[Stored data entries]
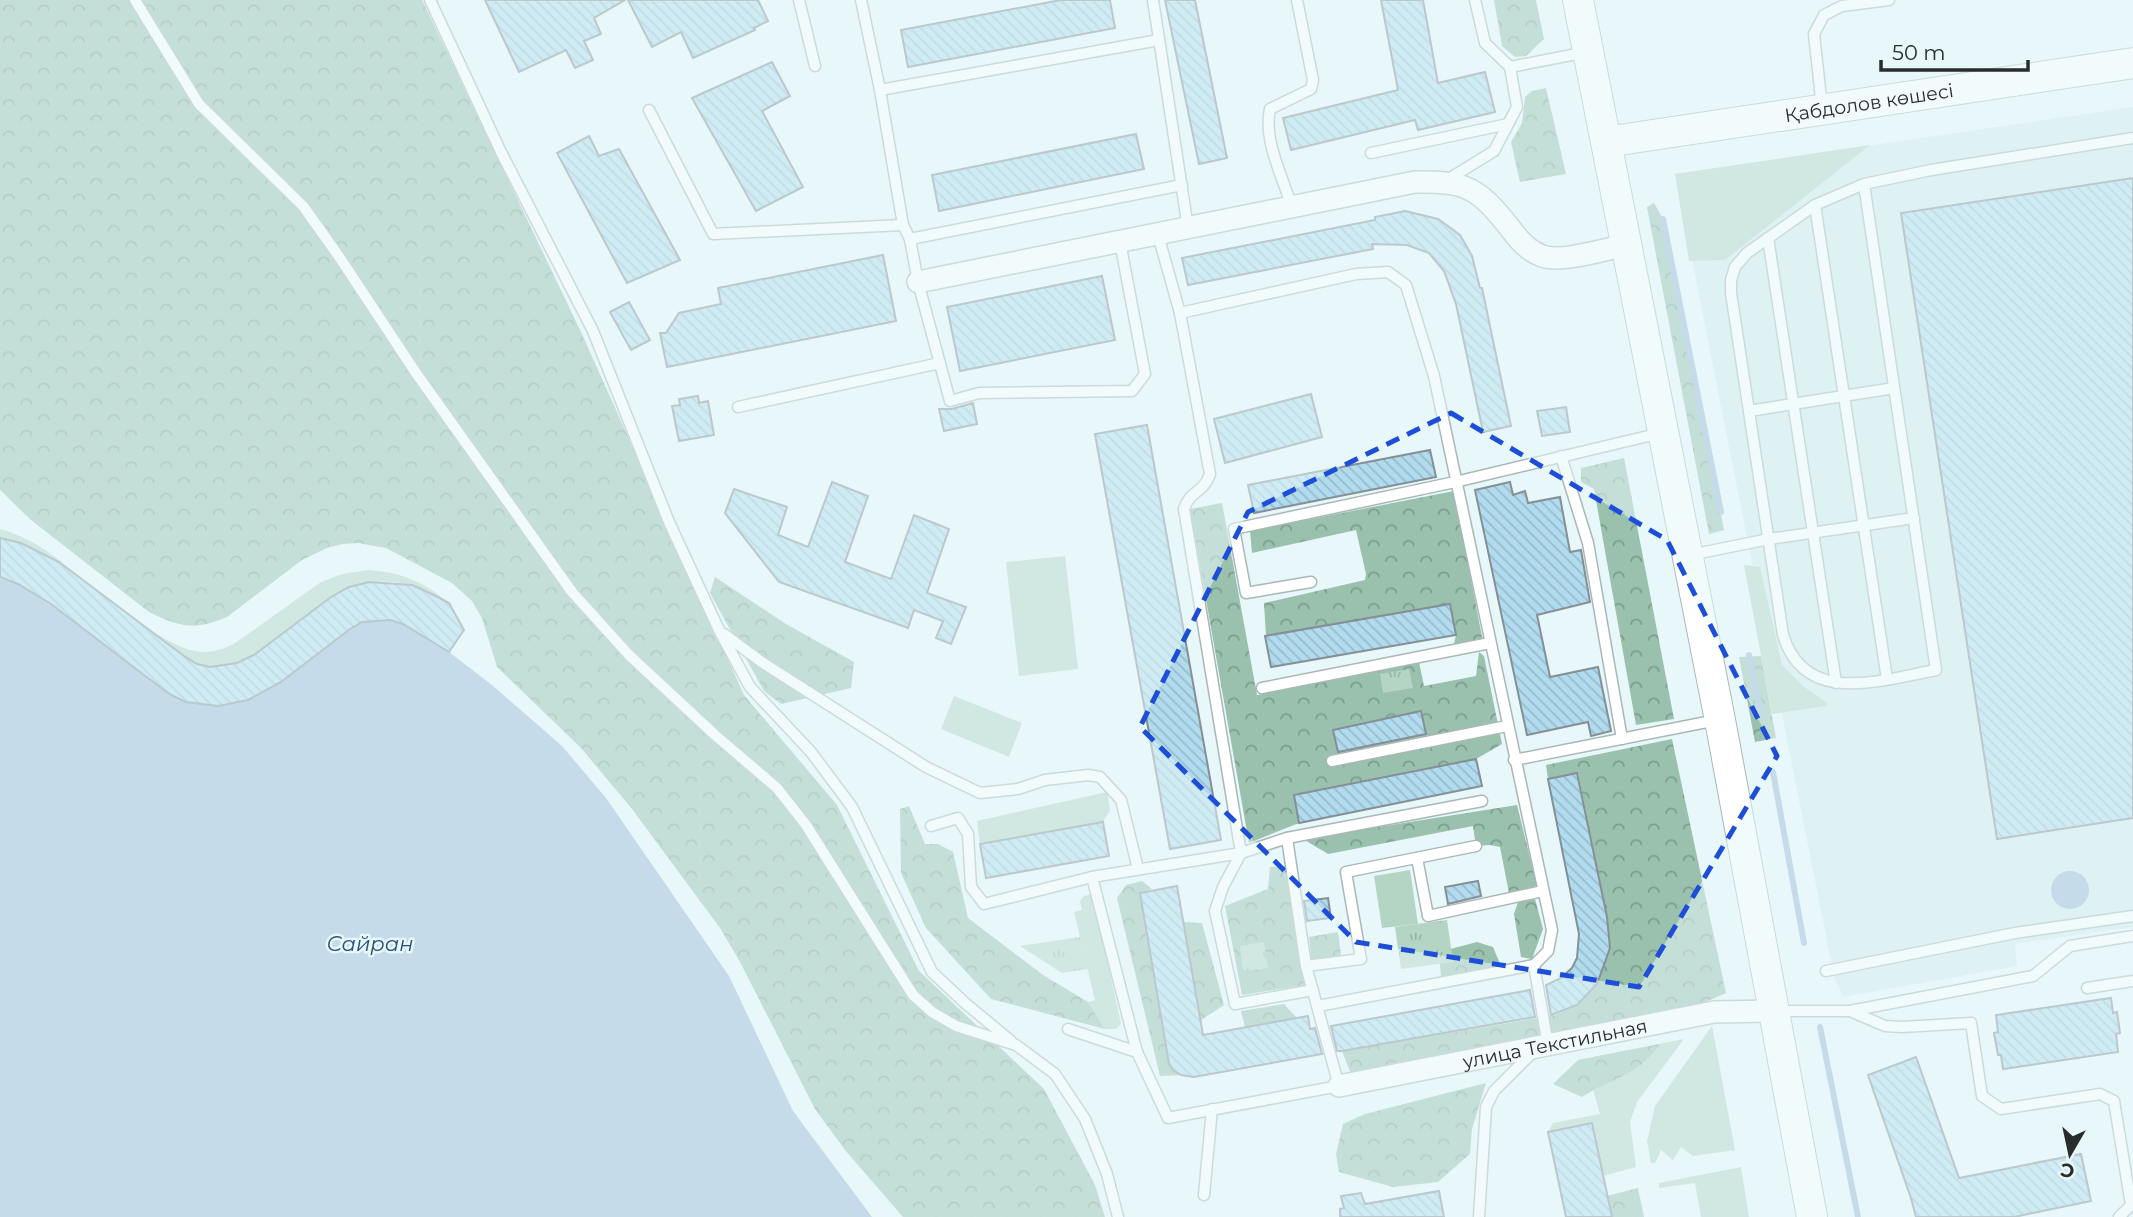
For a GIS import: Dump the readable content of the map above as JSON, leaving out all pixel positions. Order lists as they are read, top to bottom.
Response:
{
  "streets": {
    "main road": ["Қабдолов көшесі"],
    "street": ["улица Текстильная"]
  },
  "water": ["Сайран"],
  "scale_bar": "50 m",
  "north": "bottom"
}
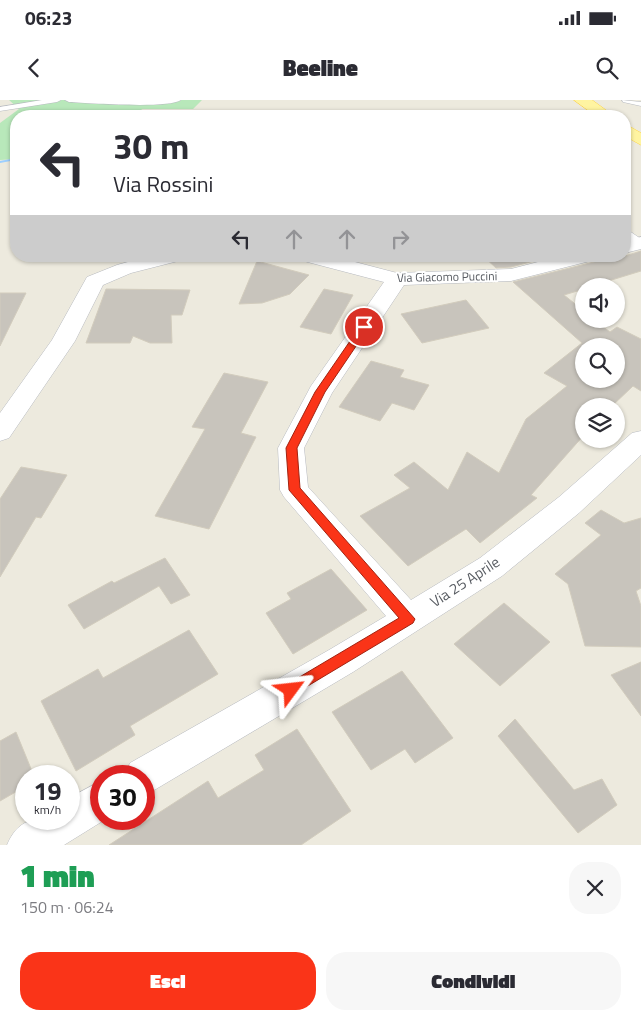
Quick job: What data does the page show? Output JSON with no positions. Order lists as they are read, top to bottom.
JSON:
{
  "streets": {
    "street": ["Via Giacomo Puccini", "Via 25 Aprile"]
  },
  "page": {
    "status": "06:23",
    "header": "Beeline",
    "turn": ["30 m", "Via Rossini"],
    "speed": "19 km/h",
    "limit": "30",
    "heading": ["1 min", "150 m · 06:24"],
    "buttons": ["Esci", "Condividi"]
  }
}
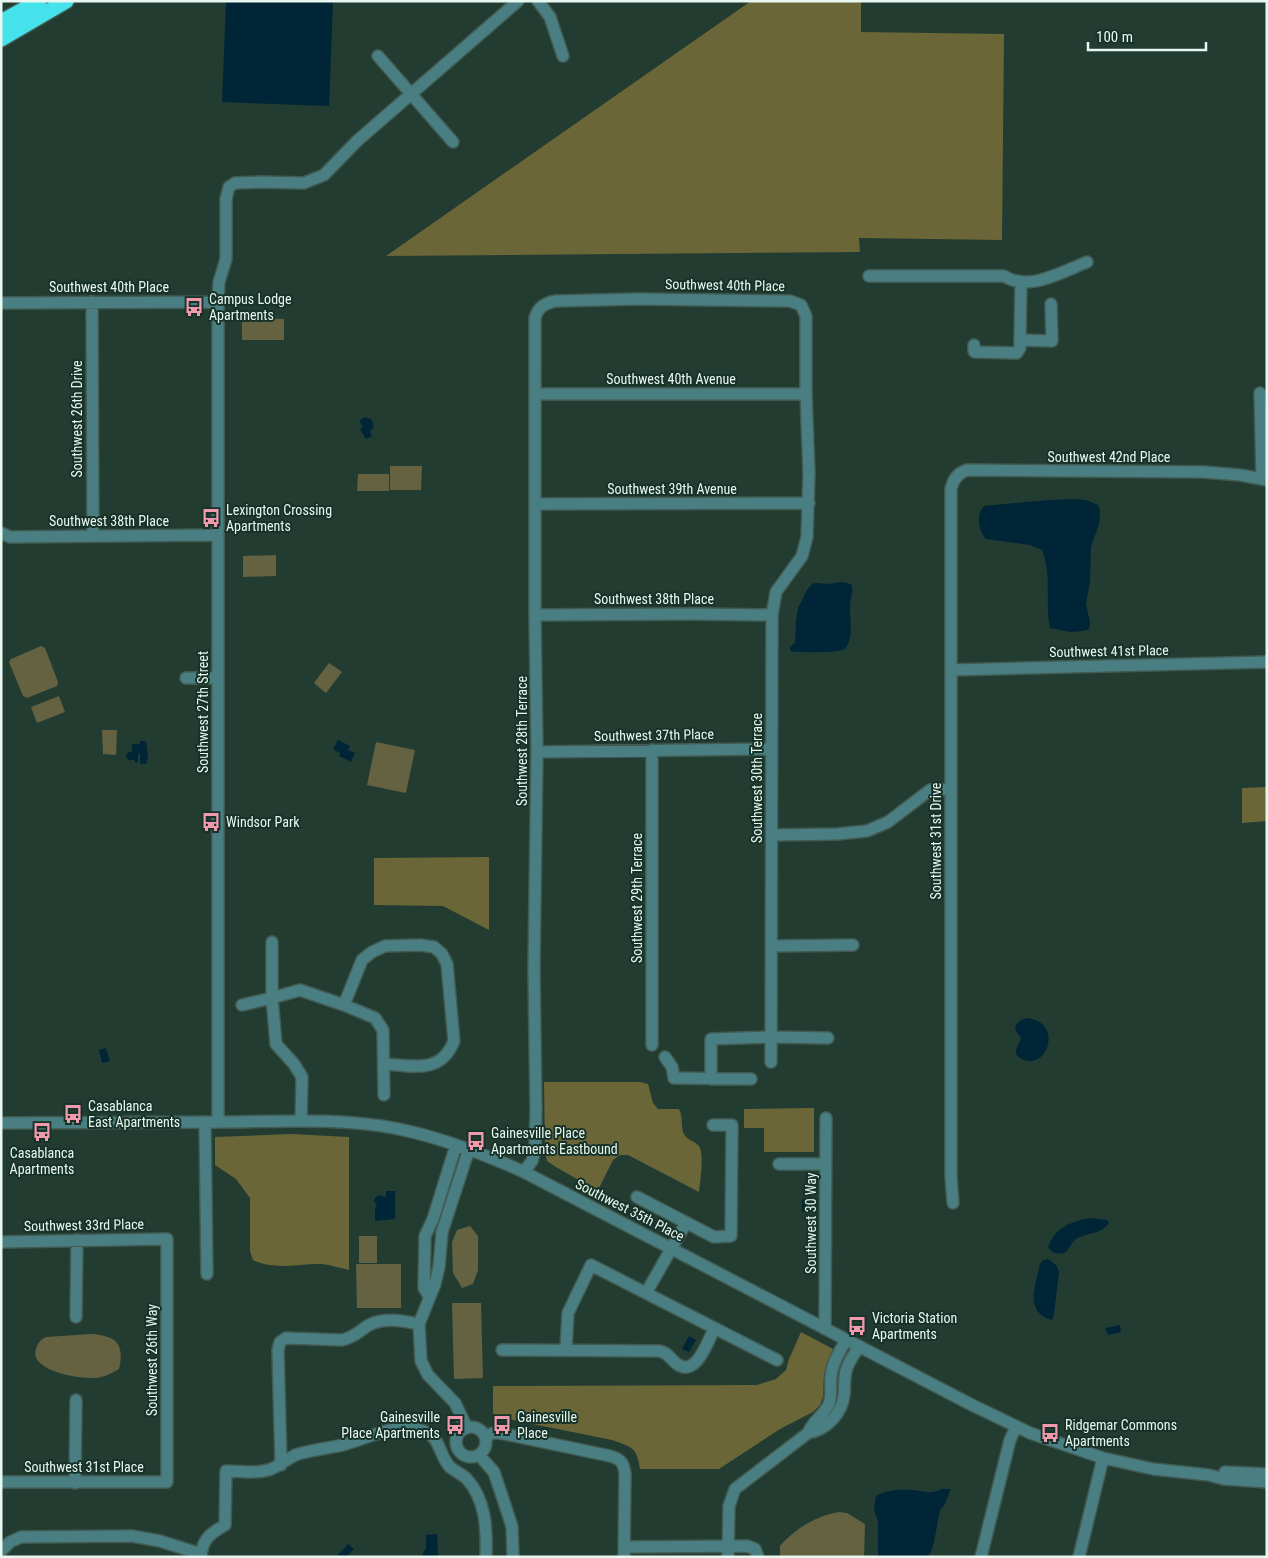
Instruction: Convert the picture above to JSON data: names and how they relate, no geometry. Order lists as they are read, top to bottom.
{
  "streets": {
    "street": [
      "Southwest 40th Place",
      "Southwest 40th Avenue",
      "Southwest 26th Drive",
      "Southwest 42nd Place",
      "Southwest 39th Avenue",
      "Southwest 38th Place",
      "Southwest 41st Place",
      "Southwest 27th Street",
      "Southwest 37th Place",
      "Southwest 28th Terrace",
      "Southwest 30th Terrace",
      "Southwest 31st Drive",
      "Southwest 29th Terrace",
      "Southwest 35th Place",
      "Southwest 30 Way",
      "Southwest 33rd Place",
      "Southwest 26th Way",
      "Southwest 31st Place"
    ]
  },
  "crossings": [
    ["Southwest 40th Place", "Southwest 40th Avenue"],
    ["Southwest 40th Place", "Southwest 26th Drive"],
    ["Southwest 40th Place", "Southwest 39th Avenue"],
    ["Southwest 40th Place", "Southwest 27th Street"],
    ["Southwest 40th Place", "Southwest 28th Terrace"],
    ["Southwest 40th Place", "Southwest 30th Terrace"],
    ["Southwest 40th Avenue", "Southwest 28th Terrace"],
    ["Southwest 26th Drive", "Southwest 38th Place"],
    ["Southwest 42nd Place", "Southwest 31st Drive"],
    ["Southwest 39th Avenue", "Southwest 28th Terrace"],
    ["Southwest 39th Avenue", "Southwest 30th Terrace"],
    ["Southwest 38th Place", "Southwest 27th Street"],
    ["Southwest 38th Place", "Southwest 28th Terrace"],
    ["Southwest 38th Place", "Southwest 30th Terrace"],
    ["Southwest 41st Place", "Southwest 31st Drive"],
    ["Southwest 27th Street", "Southwest 35th Place"],
    ["Southwest 37th Place", "Southwest 28th Terrace"],
    ["Southwest 37th Place", "Southwest 30th Terrace"],
    ["Southwest 37th Place", "Southwest 29th Terrace"],
    ["Southwest 28th Terrace", "Southwest 35th Place"],
    ["Southwest 35th Place", "Southwest 30 Way"],
    ["Southwest 33rd Place", "Southwest 26th Way"],
    ["Southwest 26th Way", "Southwest 31st Place"]
  ],
  "places": {
    "bus stop": [
      "Campus Lodge Apartments",
      "Lexington Crossing Apartments",
      "Windsor Park",
      "Casablanca East Apartments",
      "Casablanca Apartments",
      "Gainesville Place Apartments Eastbound",
      "Victoria Station Apartments",
      "Gainesville Place Apartments",
      "Gainesville Place",
      "Ridgemar Commons Apartments"
    ]
  },
  "scale_bar": "100 m"
}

* **Assigned task**
What is needed here is an exact transcript of the data above, pictures excluded.

* **Response**
For a GIS import: Dump the readable content of the map above as JSON, leaving out all pixel positions. Order lists as they are read, top to bottom.
Response:
{
  "streets": {
    "main road": ["Қабдолов көшесі"],
    "street": ["улица Текстильная"]
  },
  "water": ["Сайран"],
  "scale_bar": "50 m",
  "north": "bottom"
}
Quick job: What data does the page show? Output JSON with no positions. Order lists as they are read, top to bottom.
JSON:
{
  "streets": {
    "street": ["Via Giacomo Puccini", "Via 25 Aprile"]
  },
  "page": {
    "status": "06:23",
    "header": "Beeline",
    "turn": ["30 m", "Via Rossini"],
    "speed": "19 km/h",
    "limit": "30",
    "heading": ["1 min", "150 m · 06:24"],
    "buttons": ["Esci", "Condividi"]
  }
}
Instruction: Convert the picture above to JSON data: names and how they relate, no geometry. Order lists as they are read, top to bottom.
{
  "streets": {
    "street": [
      "Southwest 40th Place",
      "Southwest 40th Avenue",
      "Southwest 26th Drive",
      "Southwest 42nd Place",
      "Southwest 39th Avenue",
      "Southwest 38th Place",
      "Southwest 41st Place",
      "Southwest 27th Street",
      "Southwest 37th Place",
      "Southwest 28th Terrace",
      "Southwest 30th Terrace",
      "Southwest 31st Drive",
      "Southwest 29th Terrace",
      "Southwest 35th Place",
      "Southwest 30 Way",
      "Southwest 33rd Place",
      "Southwest 26th Way",
      "Southwest 31st Place"
    ]
  },
  "crossings": [
    ["Southwest 40th Place", "Southwest 40th Avenue"],
    ["Southwest 40th Place", "Southwest 26th Drive"],
    ["Southwest 40th Place", "Southwest 39th Avenue"],
    ["Southwest 40th Place", "Southwest 27th Street"],
    ["Southwest 40th Place", "Southwest 28th Terrace"],
    ["Southwest 40th Place", "Southwest 30th Terrace"],
    ["Southwest 40th Avenue", "Southwest 28th Terrace"],
    ["Southwest 26th Drive", "Southwest 38th Place"],
    ["Southwest 42nd Place", "Southwest 31st Drive"],
    ["Southwest 39th Avenue", "Southwest 28th Terrace"],
    ["Southwest 39th Avenue", "Southwest 30th Terrace"],
    ["Southwest 38th Place", "Southwest 27th Street"],
    ["Southwest 38th Place", "Southwest 28th Terrace"],
    ["Southwest 38th Place", "Southwest 30th Terrace"],
    ["Southwest 41st Place", "Southwest 31st Drive"],
    ["Southwest 27th Street", "Southwest 35th Place"],
    ["Southwest 37th Place", "Southwest 28th Terrace"],
    ["Southwest 37th Place", "Southwest 30th Terrace"],
    ["Southwest 37th Place", "Southwest 29th Terrace"],
    ["Southwest 28th Terrace", "Southwest 35th Place"],
    ["Southwest 35th Place", "Southwest 30 Way"],
    ["Southwest 33rd Place", "Southwest 26th Way"],
    ["Southwest 26th Way", "Southwest 31st Place"]
  ],
  "places": {
    "bus stop": [
      "Campus Lodge Apartments",
      "Lexington Crossing Apartments",
      "Windsor Park",
      "Casablanca East Apartments",
      "Casablanca Apartments",
      "Gainesville Place Apartments Eastbound",
      "Victoria Station Apartments",
      "Gainesville Place Apartments",
      "Gainesville Place",
      "Ridgemar Commons Apartments"
    ]
  },
  "scale_bar": "100 m"
}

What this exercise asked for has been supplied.